Sugar Ration Apple Pie
During World War II, certain foods were being rationed, and that included sugar. Sugar rationing presented a Thanksgiving challenge to home cooks, who nevertheless rose to the occasion with recipes like this Sugar Ration Apple Pie, which managed to deliver plenty of sweetness despite using a mere spoonful of sugar. While wartime rationing no longer applies, cutting back on sugar still seems like a worthy goal.

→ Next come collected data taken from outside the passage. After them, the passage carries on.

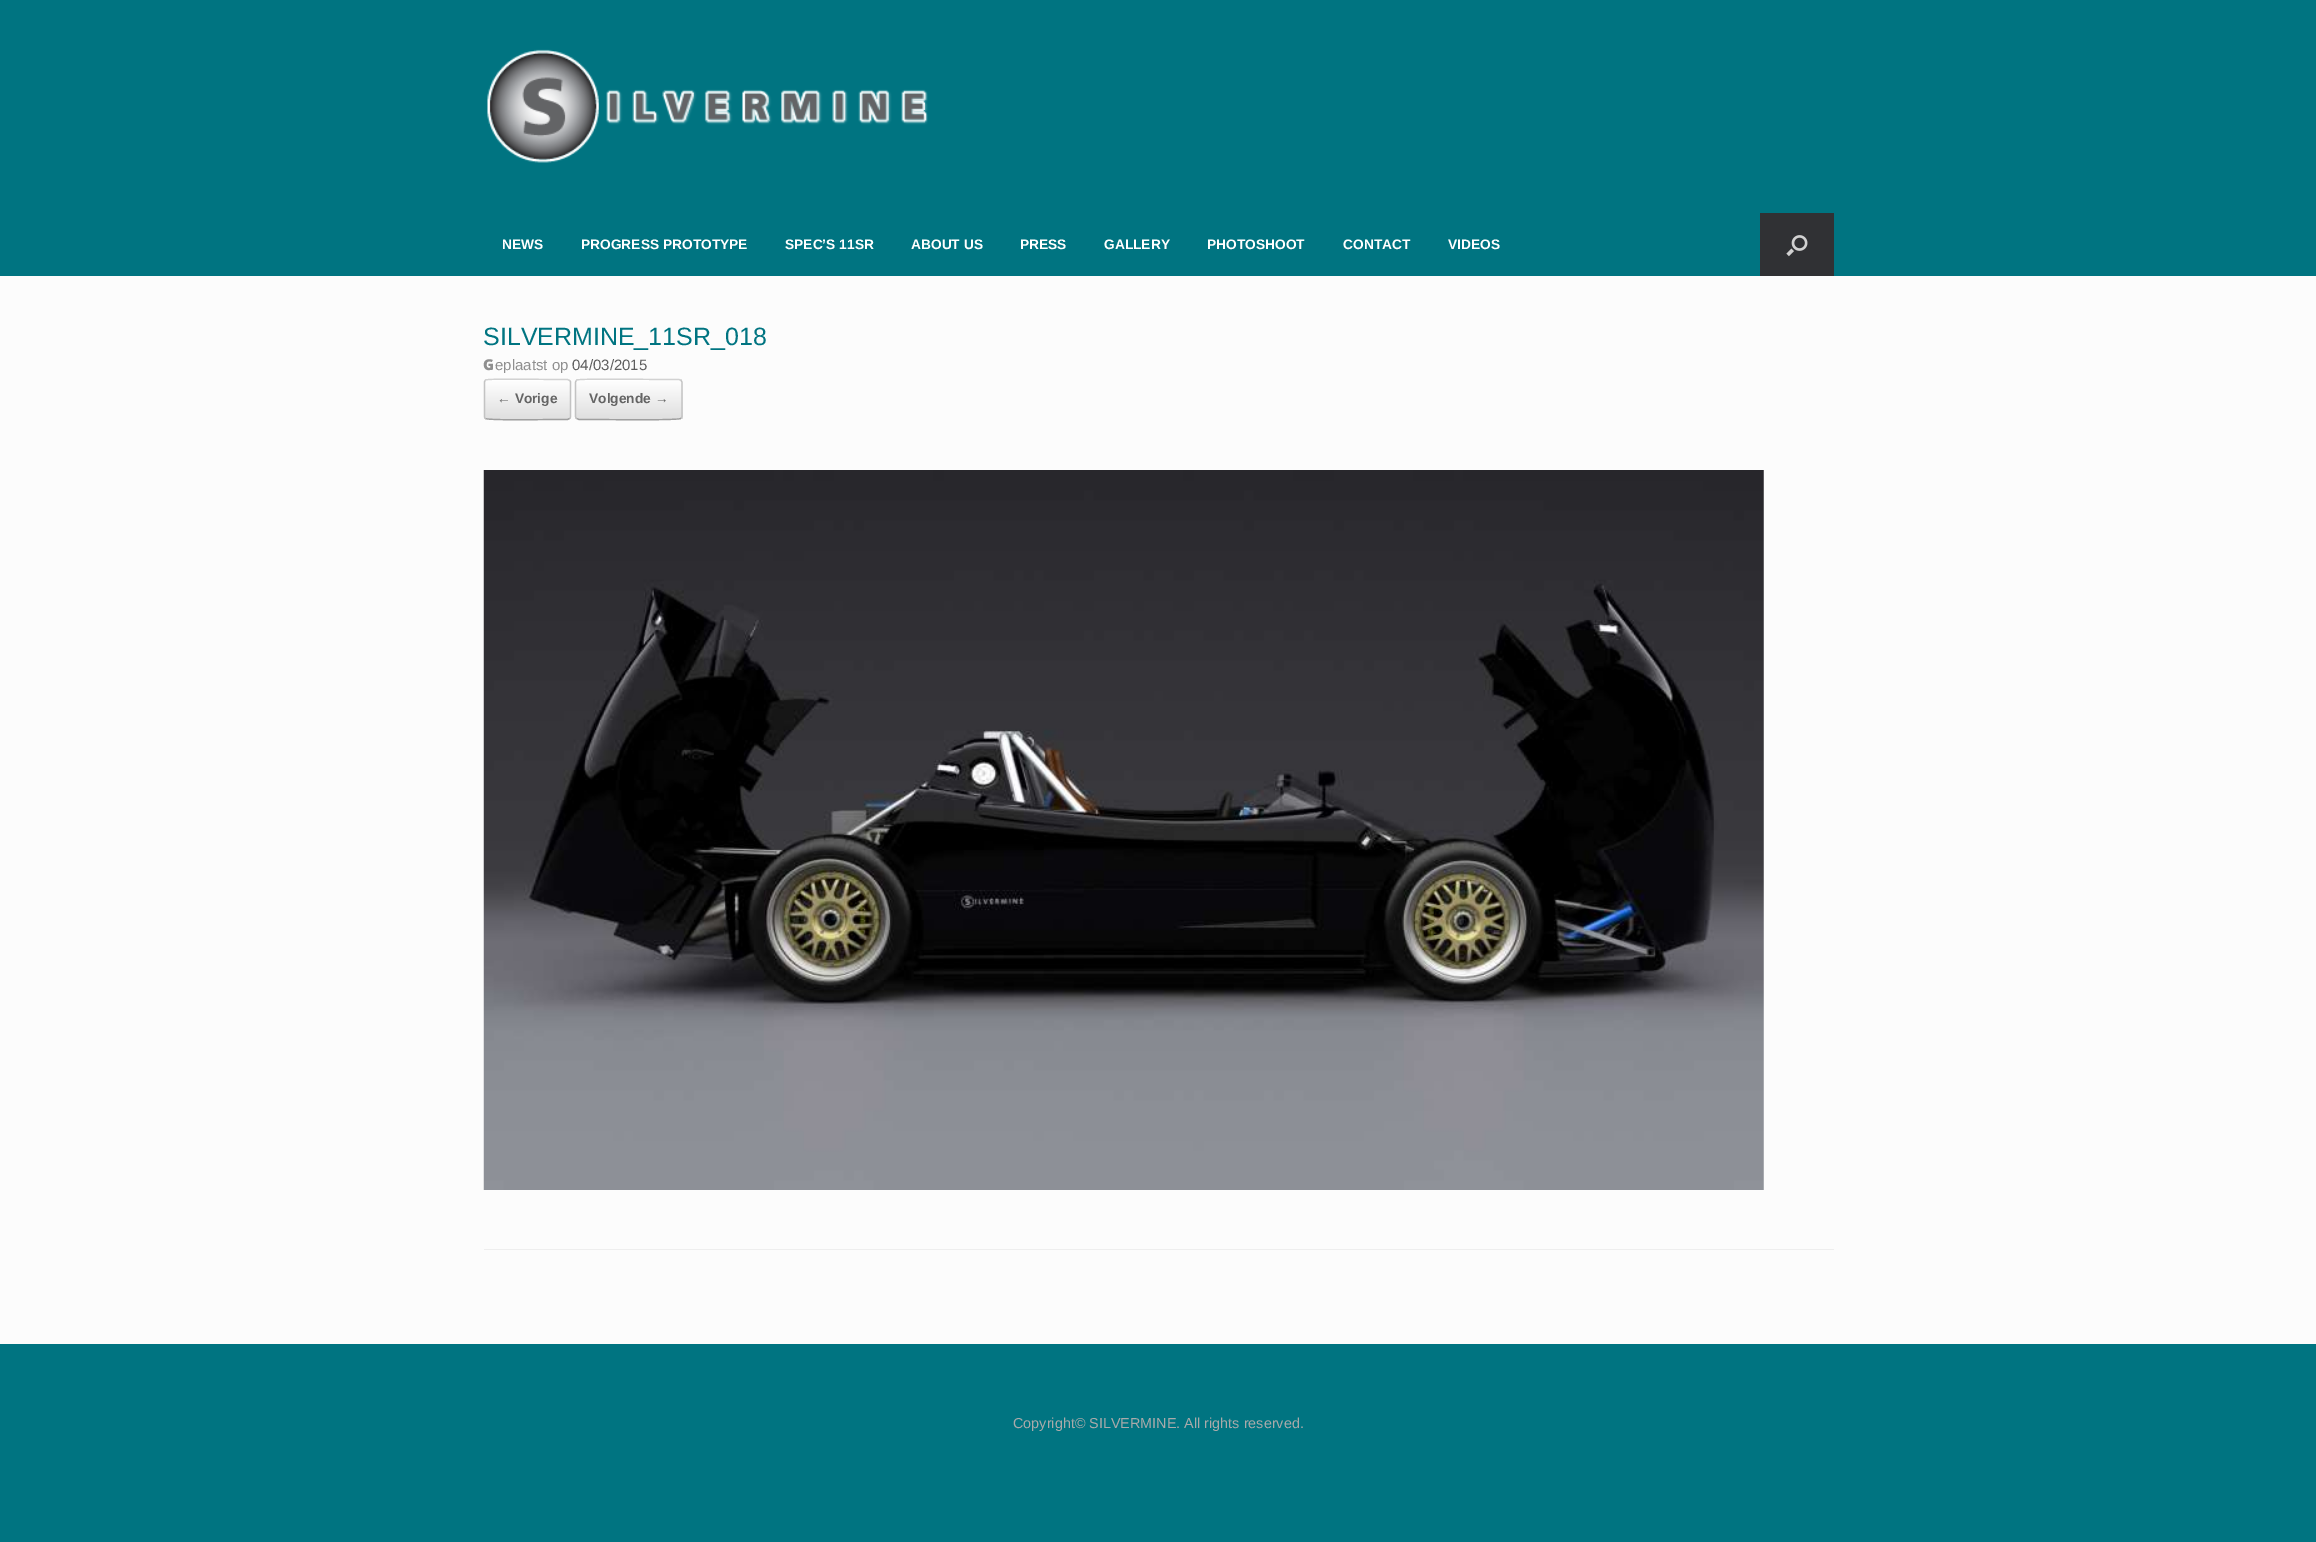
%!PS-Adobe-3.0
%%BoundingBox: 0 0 2316 1542
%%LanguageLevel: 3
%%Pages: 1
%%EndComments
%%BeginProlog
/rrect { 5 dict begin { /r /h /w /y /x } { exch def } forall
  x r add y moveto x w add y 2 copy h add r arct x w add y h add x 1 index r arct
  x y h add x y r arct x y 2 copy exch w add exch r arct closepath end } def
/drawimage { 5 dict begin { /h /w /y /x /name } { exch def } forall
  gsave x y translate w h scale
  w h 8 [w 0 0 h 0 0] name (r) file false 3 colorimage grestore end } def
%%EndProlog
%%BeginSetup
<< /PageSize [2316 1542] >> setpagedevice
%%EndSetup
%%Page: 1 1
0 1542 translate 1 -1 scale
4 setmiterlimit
0 0.455 0.506 setrgbcolor
0 0 2316 1542 rectfill
(images/1.raw) 487 49 441 114 drawimage
0.188 0.192 0.204 setrgbcolor
1760 213 74 63 rectfill
(images/2.raw) 1786 235 22 22 drawimage
0.988 setgray
0 276 2316 1068 rectfill
0.933 setgray
484 1249 1350 1 rectfill
gsave
484 379 87 41 4 rrect clip newpath
gsave newpath 484 380 moveto 571 380 lineto 571 419 lineto 484 419 lineto closepath clip newpath
<< /ShadingType 2 /ColorSpace /DeviceRGB /Coords [485 419 485 380] /Extend [true true] /Function << /FunctionType 2 /Domain [0 1] /C0 [0.875 0.875 0.875] /C1 [1 1 1] /N 1 >> >> shfill grestore
gsave newpath 484 419 moveto 571 419 lineto 571 420 lineto 484 420 lineto closepath clip newpath
<< /ShadingType 2 /ColorSpace /DeviceRGB /Coords [485 458 485 419] /Extend [true true] /Function << /FunctionType 2 /Domain [0 1] /C0 [0.875 0.875 0.875] /C1 [1 1 1] /N 1 >> >> shfill grestore
grestore
0.824 setgray
1.2 setlinewidth
newpath 485.5 380.5 moveto 485.5 380 lineto 487.5 378.5 546.5 379.5 554 379.5 curveto 567.5 379.5 lineto 569.5 380.5 lineto stroke
0.765 setgray
newpath 569.5 380.5 moveto 570.5 381 570.5 381.5 570.5 382.5 curveto 570.5 416 lineto 570.5 417 570.5 418 569.5 418.5 curveto stroke
0.624 setgray
newpath 569.5 418.5 moveto 567.5 419.5 lineto 554 419.5 lineto 546.5 419.5 487.5 420.5 485.5 418.5 curveto stroke
0.765 setgray
newpath 485.5 418.5 moveto 484.5 418 484.5 417 484.5 416 curveto 484.5 382.5 lineto 484.5 381.5 484.5 381 485.5 380.5 curveto stroke
gsave
575 379 108 41 4 rrect clip newpath
gsave newpath 575 379 moveto 683 379 lineto 683 380 lineto 575 380 lineto closepath clip newpath
<< /ShadingType 2 /ColorSpace /DeviceRGB /Coords [576 380 576 341] /Extend [true true] /Function << /FunctionType 2 /Domain [0 1] /C0 [0.875 0.875 0.875] /C1 [1 1 1] /N 1 >> >> shfill grestore
gsave newpath 575 380 moveto 683 380 lineto 683 419 lineto 575 419 lineto closepath clip newpath
<< /ShadingType 2 /ColorSpace /DeviceRGB /Coords [576 419 576 380] /Extend [true true] /Function << /FunctionType 2 /Domain [0 1] /C0 [0.875 0.875 0.875] /C1 [1 1 1] /N 1 >> >> shfill grestore
gsave newpath 575 419 moveto 683 419 lineto 683 420 lineto 575 420 lineto closepath clip newpath
<< /ShadingType 2 /ColorSpace /DeviceRGB /Coords [576 458 576 419] /Extend [true true] /Function << /FunctionType 2 /Domain [0 1] /C0 [0.875 0.875 0.875] /C1 [1 1 1] /N 1 >> >> shfill grestore
grestore
0.824 setgray
newpath 576.5 380.5 moveto 577 380 lineto 579 378.5 653 379.5 662 379.5 curveto 679 379.5 lineto 681 380.5 lineto stroke
0.765 setgray
newpath 681 380.5 moveto 681.5 381 682 381.5 682 382.5 curveto 682 416 lineto 682 417 681.5 418 681 418.5 curveto stroke
0.624 setgray
newpath 681 418.5 moveto 680.5 418.5 lineto 678.5 420.5 604.5 419.5 595.5 419.5 curveto 579 419.5 lineto 576.5 418.5 lineto stroke
0.765 setgray
newpath 576.5 418.5 moveto 576 418 575.5 417 575.5 416 curveto 575.5 382.5 lineto 575.5 381.5 576 381 576.5 380.5 curveto stroke
(images/3.raw) 483 470 1281 720 drawimage
/LiberationSans-Bold [13.75 0 0 -13.75 0 0] selectfont
1 setgray
502 249 moveto (NEWS) show
581 249 moveto (PROGRESS PROTOTYPE) show
785 249 moveto (SPEC’S 11SR) show
911 249 moveto (ABOUT US) show
1020 249 moveto (PRESS) show
1104 249 moveto (GALLERY) show
1207 249 moveto (PHOTOSHOOT) show
1343 249 moveto (CONTACT) show
1448 249 moveto (VIDEOS) show
/LiberationSans-Regular [25 0 0 -25 0 0] selectfont
0 0.455 0.506 setrgbcolor
483 345 moveto (SILVERMINE_11SR_018) show
/NotoSans-Black [15 0 0 -15 0 0] selectfont
0.561 setgray
483 370 moveto (G) show
/LiberationSans-Regular [15 0 0 -15 0 0] selectfont
495 370 moveto (eplaatst op) show
0.369 setgray
572 370 moveto (04/03/2015) show
/LiberationSans-Bold [13.75 0 0 -13.75 0 0] selectfont
0.392 setgray
497 403 moveto (← Vorige) show
589 403 moveto (Volgende →) show
/LiberationSans-Regular [14.4 0 0 -14.4 0 0] selectfont
0.667 setgray
1013 1428 moveto (Copyright© SILVERMINE. All rights reserved.) show
showpage
%%EOF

Get the Louisville Times' recipe here.
Pumpkin Cookie Bars
Bar cookies have been around since at least the turn of the century. But they quickly grew in popularity throughout the second half of the 20th century because they offered convenience for the baker and easy transportability for the eater. These cream-cheese-frosting-topped pumpkin cookie bars, circa 1987, were the brainchild of Libby's, which seems to have been looking for a way to expand demand for their canned pumpkin that went beyond pumpkin pie. Packed with nuts and oats, they're actually healthier than pumpkin pie and definitely worthy of a comeback.
Now that you know more about what Thanksgiving was like in years past, you might be inspired by something new—or just be more appreciative of what's on your dinner table this year.